The CMC considers a cyber-attack a ‘Category 1 event’ if it has loss of £10m ($13m) or impact more than 0.01% of UK organizations. For context, the 2025 cyber-attack against Jaguar Land Rove was ranked as a Category 3 systemic event on the five-point CMC scale.
The CMC said that the Canvas event illustrates how data breach events can differ from large-scale disruption events in their financial profile.
“In this case, losses appear to be driven more by response, recovery, and risk management activity than by prolonged business interruption,” the CMC review said.
On April 29, Instructure detected unauthorized activity in Canvas. The company said this activity was carried out by a cybercriminal organization known for large-scale attacks across multiple sectors, including technology and education.
On May 7, 2026, the same threat actor gained additional access through a second Canvas vulnerability. The unauthorized actor made changes to the pages that appeared when some students and teachers were logged in through Canvas
A defacement message which appeared on approximately 330 institutional Canvas login pages led many to conclude that the ShinyHunters extortion group was at the center of the cyber-attack. Attribution has not been confirmed by Instructure.
The firm confirmed on May 9 that Canvas was fully online and available for use.
CrowdStrike is involved in the forensic investigation into the incident, which Instructure said was carried out using one of its Free-For-Teacher accounts.
The CMC said that despite the number of higher education institutions affected, there is no evidence of lateral movement of the threat actors into the other institutional systems.
The recommendations outline by the CMC were described as “common good practice” for higher education establishments that have been reinforced by analysis of the Canvas event. These include:
Communication was also a key recommendation for organizations responding to an incident including sharing sufficient technical detail to enable partners and customers to assess their exposure and undertake their own investigation.
Further, the CMC said that software providers should maintain appropriate customer contacts – for example the CIO or CISO – for incident notifications.

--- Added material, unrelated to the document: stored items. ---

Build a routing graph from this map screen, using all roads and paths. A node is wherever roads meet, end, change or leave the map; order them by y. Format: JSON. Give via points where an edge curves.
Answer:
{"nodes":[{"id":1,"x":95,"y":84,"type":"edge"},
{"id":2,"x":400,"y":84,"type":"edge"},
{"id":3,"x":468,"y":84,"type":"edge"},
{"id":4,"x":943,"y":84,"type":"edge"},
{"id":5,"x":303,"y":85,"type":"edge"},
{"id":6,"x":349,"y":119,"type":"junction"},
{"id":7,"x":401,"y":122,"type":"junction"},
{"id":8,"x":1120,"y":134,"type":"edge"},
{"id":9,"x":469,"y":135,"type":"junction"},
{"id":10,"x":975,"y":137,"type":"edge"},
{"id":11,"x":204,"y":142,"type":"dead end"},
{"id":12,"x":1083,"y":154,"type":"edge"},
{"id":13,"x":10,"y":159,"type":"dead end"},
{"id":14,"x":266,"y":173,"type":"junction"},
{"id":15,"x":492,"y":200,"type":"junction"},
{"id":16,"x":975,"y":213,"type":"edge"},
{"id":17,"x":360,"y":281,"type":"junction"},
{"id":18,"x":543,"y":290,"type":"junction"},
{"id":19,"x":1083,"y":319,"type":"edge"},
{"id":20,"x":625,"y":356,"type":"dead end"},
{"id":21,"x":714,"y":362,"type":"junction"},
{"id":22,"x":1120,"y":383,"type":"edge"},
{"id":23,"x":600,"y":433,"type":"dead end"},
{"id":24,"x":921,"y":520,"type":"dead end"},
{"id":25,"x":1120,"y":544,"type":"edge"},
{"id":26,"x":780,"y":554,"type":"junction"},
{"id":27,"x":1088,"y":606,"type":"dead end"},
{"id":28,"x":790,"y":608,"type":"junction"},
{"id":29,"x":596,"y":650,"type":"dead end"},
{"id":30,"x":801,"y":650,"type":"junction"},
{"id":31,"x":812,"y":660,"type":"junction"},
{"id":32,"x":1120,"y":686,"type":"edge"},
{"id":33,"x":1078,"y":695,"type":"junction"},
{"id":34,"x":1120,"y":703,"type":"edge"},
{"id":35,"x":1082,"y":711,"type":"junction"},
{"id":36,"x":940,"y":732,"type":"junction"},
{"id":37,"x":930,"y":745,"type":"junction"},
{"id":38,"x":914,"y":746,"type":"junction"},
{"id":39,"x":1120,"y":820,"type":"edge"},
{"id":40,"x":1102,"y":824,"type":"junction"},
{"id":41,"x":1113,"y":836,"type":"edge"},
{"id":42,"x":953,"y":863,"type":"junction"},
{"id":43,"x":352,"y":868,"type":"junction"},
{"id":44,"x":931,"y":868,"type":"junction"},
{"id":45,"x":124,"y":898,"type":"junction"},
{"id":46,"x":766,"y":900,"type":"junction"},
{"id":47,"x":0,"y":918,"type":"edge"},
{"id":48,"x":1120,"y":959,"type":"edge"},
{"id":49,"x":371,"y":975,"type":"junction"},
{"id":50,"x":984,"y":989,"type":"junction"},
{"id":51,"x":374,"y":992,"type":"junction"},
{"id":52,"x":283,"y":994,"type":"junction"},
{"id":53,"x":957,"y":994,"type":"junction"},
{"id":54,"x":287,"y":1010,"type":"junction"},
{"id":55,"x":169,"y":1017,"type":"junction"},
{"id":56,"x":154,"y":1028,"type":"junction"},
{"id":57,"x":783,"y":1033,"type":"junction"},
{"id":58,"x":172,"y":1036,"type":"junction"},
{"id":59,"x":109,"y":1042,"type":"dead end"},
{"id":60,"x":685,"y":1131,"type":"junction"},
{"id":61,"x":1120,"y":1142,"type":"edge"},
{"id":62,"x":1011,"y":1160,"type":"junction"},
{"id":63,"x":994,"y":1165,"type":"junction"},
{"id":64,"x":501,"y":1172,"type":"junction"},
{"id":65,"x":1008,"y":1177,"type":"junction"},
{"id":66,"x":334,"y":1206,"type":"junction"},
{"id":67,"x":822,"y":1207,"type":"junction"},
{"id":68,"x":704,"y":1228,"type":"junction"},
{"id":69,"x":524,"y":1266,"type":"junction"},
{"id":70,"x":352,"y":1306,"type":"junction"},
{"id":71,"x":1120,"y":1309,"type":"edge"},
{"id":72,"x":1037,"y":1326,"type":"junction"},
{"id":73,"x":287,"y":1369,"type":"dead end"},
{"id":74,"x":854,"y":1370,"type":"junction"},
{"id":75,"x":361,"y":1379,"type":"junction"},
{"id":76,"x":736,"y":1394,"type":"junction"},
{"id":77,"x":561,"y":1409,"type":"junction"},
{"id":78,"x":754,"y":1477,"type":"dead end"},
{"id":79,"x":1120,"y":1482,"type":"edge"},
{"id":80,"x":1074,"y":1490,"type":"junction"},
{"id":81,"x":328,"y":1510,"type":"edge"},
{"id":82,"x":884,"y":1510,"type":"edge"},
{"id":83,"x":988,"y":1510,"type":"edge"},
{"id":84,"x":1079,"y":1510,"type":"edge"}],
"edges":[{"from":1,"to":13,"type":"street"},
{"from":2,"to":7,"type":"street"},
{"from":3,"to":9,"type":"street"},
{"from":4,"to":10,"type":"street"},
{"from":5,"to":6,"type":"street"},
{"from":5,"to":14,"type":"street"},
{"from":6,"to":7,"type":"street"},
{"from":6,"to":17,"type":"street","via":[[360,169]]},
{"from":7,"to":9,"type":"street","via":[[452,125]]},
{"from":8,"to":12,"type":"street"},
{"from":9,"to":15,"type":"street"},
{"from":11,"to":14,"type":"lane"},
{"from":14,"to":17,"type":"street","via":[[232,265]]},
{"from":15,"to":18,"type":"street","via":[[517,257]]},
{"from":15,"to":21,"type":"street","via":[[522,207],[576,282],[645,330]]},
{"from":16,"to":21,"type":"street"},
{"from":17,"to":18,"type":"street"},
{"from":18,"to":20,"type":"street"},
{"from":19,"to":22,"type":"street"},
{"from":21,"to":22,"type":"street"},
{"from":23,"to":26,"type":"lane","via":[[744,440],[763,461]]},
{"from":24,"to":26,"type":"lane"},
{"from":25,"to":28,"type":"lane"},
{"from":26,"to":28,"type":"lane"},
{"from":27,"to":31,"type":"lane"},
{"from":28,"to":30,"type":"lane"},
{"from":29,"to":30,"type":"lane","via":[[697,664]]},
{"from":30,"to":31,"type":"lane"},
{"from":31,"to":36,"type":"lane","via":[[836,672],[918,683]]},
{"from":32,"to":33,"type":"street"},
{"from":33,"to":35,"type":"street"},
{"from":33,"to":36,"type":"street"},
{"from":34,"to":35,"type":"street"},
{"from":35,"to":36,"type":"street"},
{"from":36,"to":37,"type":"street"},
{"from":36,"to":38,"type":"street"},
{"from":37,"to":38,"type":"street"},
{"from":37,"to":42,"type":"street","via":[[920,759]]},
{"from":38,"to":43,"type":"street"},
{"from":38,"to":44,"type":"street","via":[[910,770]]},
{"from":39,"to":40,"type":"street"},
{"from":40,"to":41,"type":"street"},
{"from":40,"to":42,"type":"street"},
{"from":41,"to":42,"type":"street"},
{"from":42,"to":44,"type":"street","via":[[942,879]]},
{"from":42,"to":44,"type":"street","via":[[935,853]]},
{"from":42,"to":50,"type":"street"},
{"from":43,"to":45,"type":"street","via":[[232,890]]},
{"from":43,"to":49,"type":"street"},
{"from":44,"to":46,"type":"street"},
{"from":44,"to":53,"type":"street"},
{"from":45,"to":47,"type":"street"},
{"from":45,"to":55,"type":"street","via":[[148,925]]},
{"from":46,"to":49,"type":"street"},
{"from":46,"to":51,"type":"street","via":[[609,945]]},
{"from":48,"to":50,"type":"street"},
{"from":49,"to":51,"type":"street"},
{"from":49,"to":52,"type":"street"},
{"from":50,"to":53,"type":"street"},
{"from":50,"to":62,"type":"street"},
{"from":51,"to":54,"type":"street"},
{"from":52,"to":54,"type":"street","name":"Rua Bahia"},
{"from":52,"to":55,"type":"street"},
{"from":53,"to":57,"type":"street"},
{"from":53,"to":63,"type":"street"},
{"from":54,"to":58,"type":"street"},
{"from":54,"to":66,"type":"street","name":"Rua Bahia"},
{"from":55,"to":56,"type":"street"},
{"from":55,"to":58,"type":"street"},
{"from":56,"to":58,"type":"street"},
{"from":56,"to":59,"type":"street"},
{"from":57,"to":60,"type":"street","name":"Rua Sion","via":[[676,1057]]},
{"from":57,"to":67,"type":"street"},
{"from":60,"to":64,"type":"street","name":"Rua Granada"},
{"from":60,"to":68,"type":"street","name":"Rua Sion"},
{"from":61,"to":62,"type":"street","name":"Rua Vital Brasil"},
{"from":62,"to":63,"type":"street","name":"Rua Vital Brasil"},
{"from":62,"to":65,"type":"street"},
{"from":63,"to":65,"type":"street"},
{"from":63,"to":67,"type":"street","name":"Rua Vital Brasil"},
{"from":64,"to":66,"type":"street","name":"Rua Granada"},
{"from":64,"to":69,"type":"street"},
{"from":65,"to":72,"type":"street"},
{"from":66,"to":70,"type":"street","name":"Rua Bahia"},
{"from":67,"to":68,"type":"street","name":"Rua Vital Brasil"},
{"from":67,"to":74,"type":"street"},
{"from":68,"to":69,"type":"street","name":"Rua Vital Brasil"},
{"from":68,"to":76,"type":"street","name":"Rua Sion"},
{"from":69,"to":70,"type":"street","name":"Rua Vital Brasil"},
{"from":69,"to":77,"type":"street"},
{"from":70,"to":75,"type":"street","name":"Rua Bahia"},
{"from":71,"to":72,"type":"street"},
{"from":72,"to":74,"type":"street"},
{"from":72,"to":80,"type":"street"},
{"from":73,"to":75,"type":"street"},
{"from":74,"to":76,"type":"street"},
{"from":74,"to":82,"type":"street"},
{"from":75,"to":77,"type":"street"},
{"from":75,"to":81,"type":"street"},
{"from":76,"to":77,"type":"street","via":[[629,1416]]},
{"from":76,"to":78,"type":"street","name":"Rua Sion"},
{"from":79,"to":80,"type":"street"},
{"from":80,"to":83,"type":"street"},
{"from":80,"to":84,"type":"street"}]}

Following the incident, the education technology firm said it had "reached an agreement with the unauthorized actor involved in this incident." However, it did not state whether money exchanged hands.
The CMC noted that following a ransom payment, promises to delete data, including passing on apparent technical proof of deletion, are unreliable.
In this case, the ongoing risk to students and others is unlikely to be direct extortion. A more likely risk is that the exfiltrated data could be used to target them with more sophisticated phishing emails.
Canvas said it does not expect the information involved to be made public but highlighted that those affected should remain vigilant for phishing, smishing and vishing scams.